Summer begins at the Italian Riviera and youth start pouring in for jobs and fun in UNDER THE RICCIONE SUN. Ciro (Cristiano Caccamo) arrives to audition at a large hotel as a singer, but doesn't make it and walks his way into a lifeguard job at a busy beach resort. Now he won't see his girlfriend Vio for weeks, but he immediately runs into Emma (Claudia Tranchese), her best friend, who works at another resort. Beautiful women in tiny bikinis come on to him, and although he's staying faithful to Vio, he doesn't want Emma around to report his every move. Vincenzo (Lorenzo Zurzolo), 20, arrives with his mom Irene (Isabella Ferrari), divorced, overprotective, and especially clingy since her son is blind. Vincenzo instantly makes friends, one of whom puts him on a Tinder-like app. Soon he's flirting with Cami (Ludovica Martino), who has a boyfriend with whom she's dissatisfied. Marco (Lorenzo Garatti) has loved Guenda (Fotini Peluso) from afar for years. Couples rearrange until everyone ends up with the right partner.
Is it any good?
This movie feels one whose title came first, plot later. Under the Riccione Sun is set in the Italian Riviera with skimpier bikinis than in the movies of the early 1960s, but the theme is similarly unremarkable, promoting love over sex and fidelity over unfaithfulness, sensible things that kids partying on the beach probably aren't prioritizing in real life. The movie seems to have a moral, that taking a risk on love leaves one as open to heartbreak as to happiness. But its main asset is plenty of beautiful faces and bodies, youths splashing in the sea, volleyball in bathing suits, and the ogling of potential mates. Especially charismatic is Cristiano Caccamo as Ciro, who seems equally adept at comedy, romance, and drama.

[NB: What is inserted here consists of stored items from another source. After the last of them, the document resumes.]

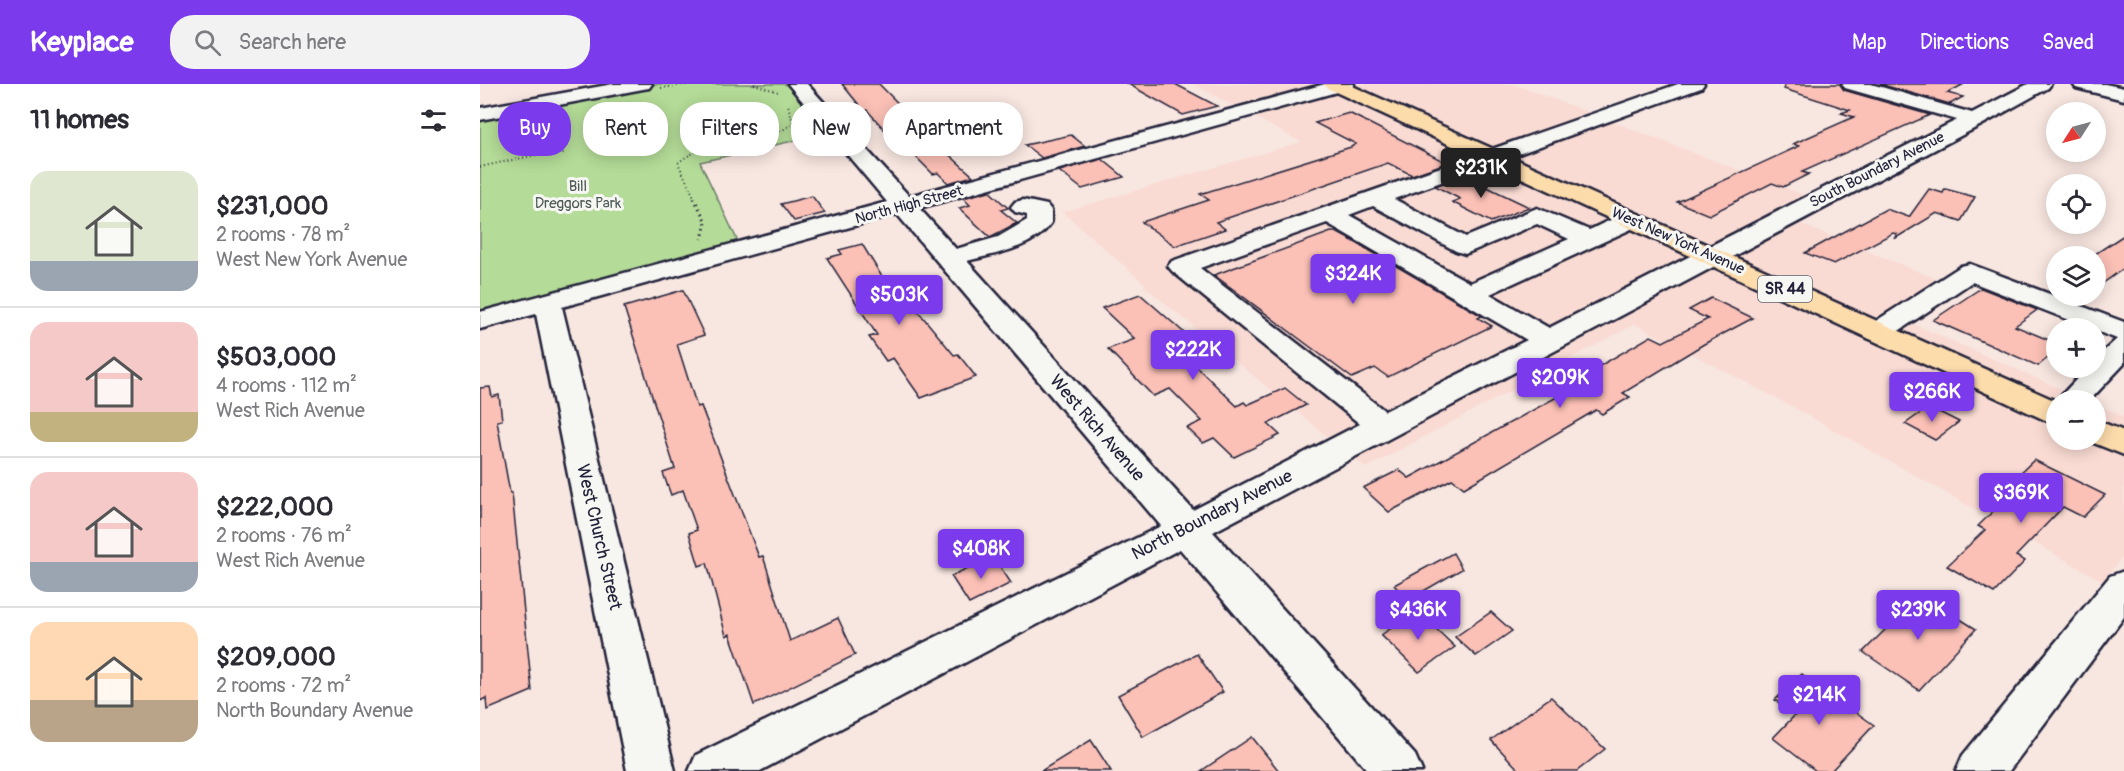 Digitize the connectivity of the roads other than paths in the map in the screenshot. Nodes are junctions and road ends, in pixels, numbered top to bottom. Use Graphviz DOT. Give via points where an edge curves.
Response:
graph roads {
  1 [pos="643,84"];
  2 [pos="1695,84"];
  3 [pos="1851,84"];
  4 [pos="2043,84"];
  5 [pos="2082,84"];
  6 [pos="1338,85"];
  7 [pos="789,94"];
  8 [pos="2124,94"];
  9 [pos="480,114"];
  10 [pos="1976,120"];
  11 [pos="1493,157"];
  12 [pos="1375,198"];
  13 [pos="903,207"];
  14 [pos="1023,207"];
  15 [pos="1329,214"];
  16 [pos="1632,220"];
  17 [pos="1589,239"];
  18 [pos="1465,246"];
  19 [pos="1711,255"];
  20 [pos="949,258"];
  21 [pos="1515,272"];
  22 [pos="1469,293"];
  23 [pos="547,303"];
  24 [pos="480,321"];
  25 [pos="1878,332"];
  26 [pos="2124,332"];
  27 [pos="1548,340"];
  28 [pos="2124,346"];
  29 [pos="2082,390"];
  30 [pos="2046,408"];
  31 [pos="1383,426"];
  32 [pos="2106,436"];
  33 [pos="2124,444"];
  34 [pos="1185,530"];
  35 [pos="2124,587"];
  36 [pos="651,771"];
  37 [pos="712,771"];
  38 [pos="1398,771"];
  39 [pos="1980,771"];
  1 -- 9 [label="street"];
  2 -- 11 [label="street"];
  3 -- 10 [label="street"];
  4 -- 10 [label="street, South Boundary Avenue"];
  5 -- 8 [label="street"];
  6 -- 11 [label="main road, West New York Avenue / SR 44"];
  6 -- 13 [label="street, North High Street"];
  7 -- 13 [label="street, West Rich Avenue"];
  10 -- 19 [label="street, South Boundary Avenue"];
  11 -- 12 [label="street"];
  11 -- 16 [label="main road, West New York Avenue / SR 44"];
  12 -- 15 [label="street"];
  12 -- 18 [label="street"];
  13 -- 20 [label="street, West Rich Avenue"];
  13 -- 23 [label="street, North High Street"];
  14 -- 20 [label="street" via="1039,210 1039,224 1023,237"];
  15 -- 22 [label="street"];
  15 -- 31 [label="street" via="1181,266"];
  16 -- 17 [label="street"];
  16 -- 19 [label="main road, West New York Avenue / SR 44"];
  17 -- 18 [label="street" via="1537,215"];
  17 -- 21 [label="street"];
  18 -- 21 [label="street"];
  19 -- 25 [label="main road, West New York Avenue / SR 44"];
  19 -- 27 [label="street, North Boundary Avenue"];
  20 -- 34 [label="street, West Rich Avenue"];
  21 -- 22 [label="street"];
  22 -- 27 [label="street"];
  23 -- 24 [label="street, North High Street"];
  23 -- 36 [label="street, West Church Street"];
  25 -- 26 [label="street" via="1970,272"];
  25 -- 30 [label="main road, West New York Avenue / SR 44"];
  27 -- 31 [label="street, North Boundary Avenue"];
  28 -- 29 [label="street"];
  31 -- 34 [label="street, North Boundary Avenue"];
  32 -- 33 [label="main road"];
  34 -- 37 [label="street, North Boundary Avenue"];
  34 -- 38 [label="street, West Rich Avenue"];
  35 -- 39 [label="street"];
} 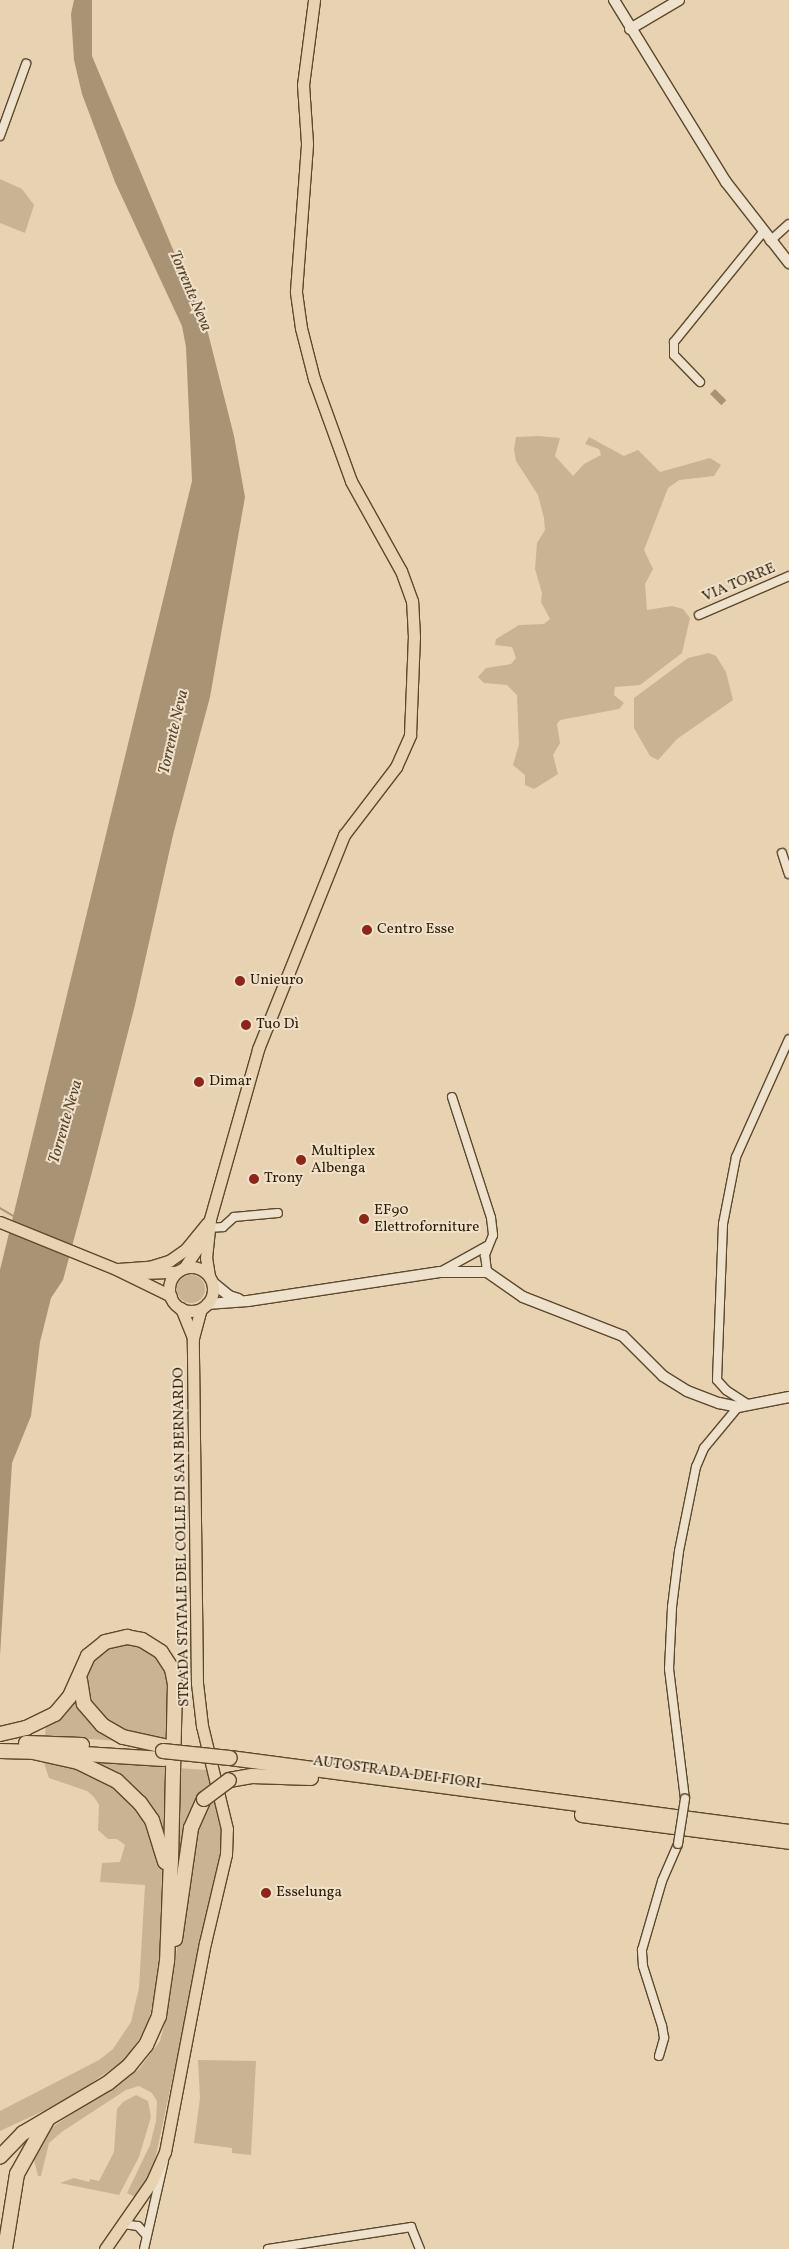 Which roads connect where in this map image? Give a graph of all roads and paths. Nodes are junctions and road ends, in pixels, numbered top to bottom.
1 (314, 0) edge
2 (614, 0) edge
3 (679, 0) edge
4 (630, 29) junction
5 (26, 64) dead end
6 (0, 136) edge
7 (789, 224) edge
8 (763, 232) junction
9 (770, 241) junction
10 (789, 263) edge
11 (700, 382) dead end
12 (789, 576) edge
13 (699, 615) dead end
14 (782, 853) dead end
15 (789, 874) edge
16 (789, 1039) edge
17 (452, 1097) dead end
18 (278, 1213) dead end
19 (0, 1222) edge
20 (209, 1226) junction
21 (487, 1246) junction
22 (121, 1269) junction
23 (180, 1270) junction
24 (440, 1272) junction
25 (487, 1272) junction
26 (210, 1279) junction
27 (170, 1296) junction
28 (248, 1301) junction
29 (204, 1306) junction
30 (181, 1308) junction
31 (193, 1338) junction
32 (789, 1397) edge
33 (751, 1406) junction
34 (738, 1407) junction
35 (79, 1674) junction
36 (0, 1734) edge
37 (0, 1742) edge
38 (34, 1747) junction
39 (0, 1751) edge
40 (164, 1752) junction
41 (230, 1768) junction
42 (789, 1832) edge
43 (789, 1842) edge
44 (170, 1895) junction
45 (167, 1961) junction
46 (659, 2056) dead end
47 (48, 2120) junction
48 (165, 2152) junction
49 (0, 2157) edge
50 (123, 2224) junction
51 (147, 2236) junction
52 (5, 2249) edge
53 (105, 2249) edge
54 (144, 2249) edge
55 (268, 2249) edge
56 (420, 2249) edge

Talk to your kids about ...
Families can talk about the lessons in seduction offered by an aging, formerly successful Don Juan to a younger man struggling to make a girl like him. Does his advice feel sexist, deceptive, or helpful? Do you think pretending to be interested in a woman's problems is a good way to begin a relationship? Why or why not?
Some people seem to try hard to stay faithful to boyfriends and girlfriends, then switch to new partners anyway. Does that undermine Under the Riccione Sun's seeming message that love is more important than scoring? Why or why not?
How does this Italian movie compare to American-style beach movies?